The DoD’s demand for commercial satellite capacity is harder to evaluate. Eutelsat Deputy Chief Executive Michel Azibert said the core demand for bandwidth for intelligence, surveillance and reconnaissance platforms, particularly unmanned aerial vehicles, will remain strong.
But nonessential communications such as troop entertainment and so-called welfare services have already been cut under the U.S. budget process known as sequestration, which forces mandatory cuts in programs.
Azibert said that in the latest biannual contract renewal period with the DoD, which occurred in February and March, transponder prices held steady but the total volume of contracted capacity fell by about 20 percent.
“There was no price impact, but a relatively severe volume impact,” Azibert said during the conference call.
Eutelsat sells capacity to the DoD through intermediaries and resellers who bundle it in their own way, making it difficult for Eutelsat to determine the exact application of each megahertz that is sold. But Azibert estimated that more than 75 percent of Eutelsat’s ongoing revenue from the DoD is for essential services that are likely to survive the longer-term budget cuts.

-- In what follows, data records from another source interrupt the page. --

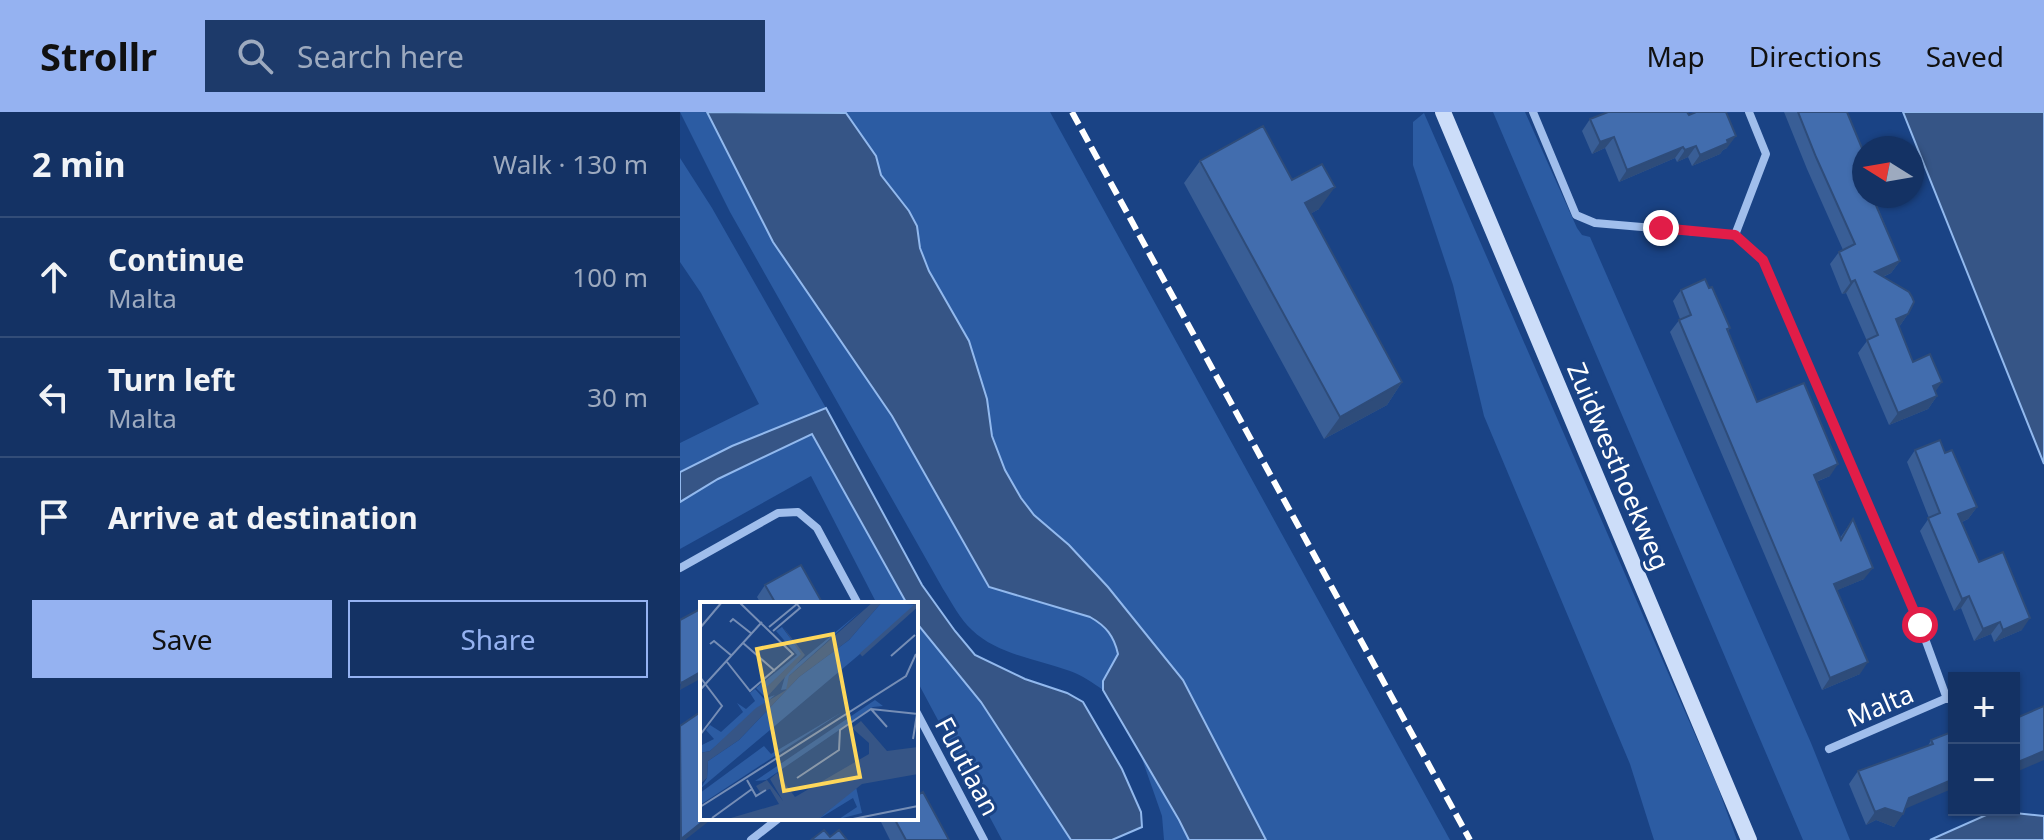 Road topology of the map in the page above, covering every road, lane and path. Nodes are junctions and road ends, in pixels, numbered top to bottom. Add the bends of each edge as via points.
1 (1443, 112) edge
2 (1533, 112) edge
3 (1749, 112) edge
4 (1735, 235) junction
5 (680, 568) edge
6 (857, 602) edge
7 (1948, 692) edge
8 (1948, 698) edge
9 (918, 716) edge
10 (1829, 749) dead end
11 (776, 820) edge
12 (751, 840) edge
13 (984, 840) edge
14 (1749, 840) edge

1 - 14 main road, Zuidwesthoekweg
2 - 4 street via 1576,215 1595,223
3 - 4 street via 1766,154
4 - 7 street, Malta via 1763,260
5 - 6 street via 778,513 798,512 817,528
8 - 10 street, Malta
9 - 13 street, Fuutlaan
11 - 12 street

Eutelsat’s capacity over the Middle East, Central Asia and South Asia, and more recently over the Asia-Pacific region, has given it a steady and growing revenue stream from the U.S. military. But in recent months, the pullout from Iraq and Afghanistan, and more recently the budget cuts and sequestration, have chipped away at this revenue source.
For the three months ending March 31, Eutelsat’s Multi-Usage revenue line, where the defense revenue is centered, dropped by 3 percent, to 108.1 million euros ($140.5 million), compared with last year. The decline was 4.4 percent in the three months ending March 31 compared with a year ago.
Azibert said the U.S. military’s use of Eutelsat satellites at 10 degrees east, 36 degrees east and 8 degrees west declined in recent months.
Market demand for bandwidth on Eutelsat’s two newest satellites, Eutelsat 70B and Eutelsat 21B, has been less strong than expected, de Rosen said.
Eutelsat’s core business of selling satellite capacity for television distribution, which accounts for 69 percent of the company’s revenue, grew by 2.6 percent, to 216.4 million euros, in the three months ending March 31 compared with a year ago.
The company’s fleet of more than 30 satellites hosted 4,638 television channels as of March 31, up 9 percent from a year ago. Of these, 434 were high-definition (HD) channels. HDTV channels are now 9.4 percent of Eutelsat’s channel count, up from 7.8 percent a year ago.
Eutelsat and other commercial fleet operators view the growth of global demand for HDTV, which requires double the satellite bandwidth of standard-digital channels, as a guarantee of market health in the coming years. Eutelsat and others are now introducing ultra-HD as television set manufacturers develop products, and hope this transmission standard wins market approval as well.
Eutelsat’s move into consumer satellite broadband through its all-Ka-band Ka-Sat, which entered service in mid-2011, has been a struggle. But de Rosen said a new Ka-Sat commercial offer introduced in February has been a success.
Ka-Sat consumer broadband revenue is reported in Eutelsat’s Value-Added Services business line, which grew 8.9 percent in the three months ending March 31, to 14.1 million euros. Eutelsat declined to detail the Ka-Sat business performance in terms of subscriber count or monthly subscriber revenue.
Total Eutelsat revenue for the three months ending March 31 was 322.9 million euros, up 4.6 percent year on year. The company said it expects its EBITDA, or earnings before interest, taxes, depreciation and amortization, to be 77.5 percent of revenue for the fiscal year ending June 30.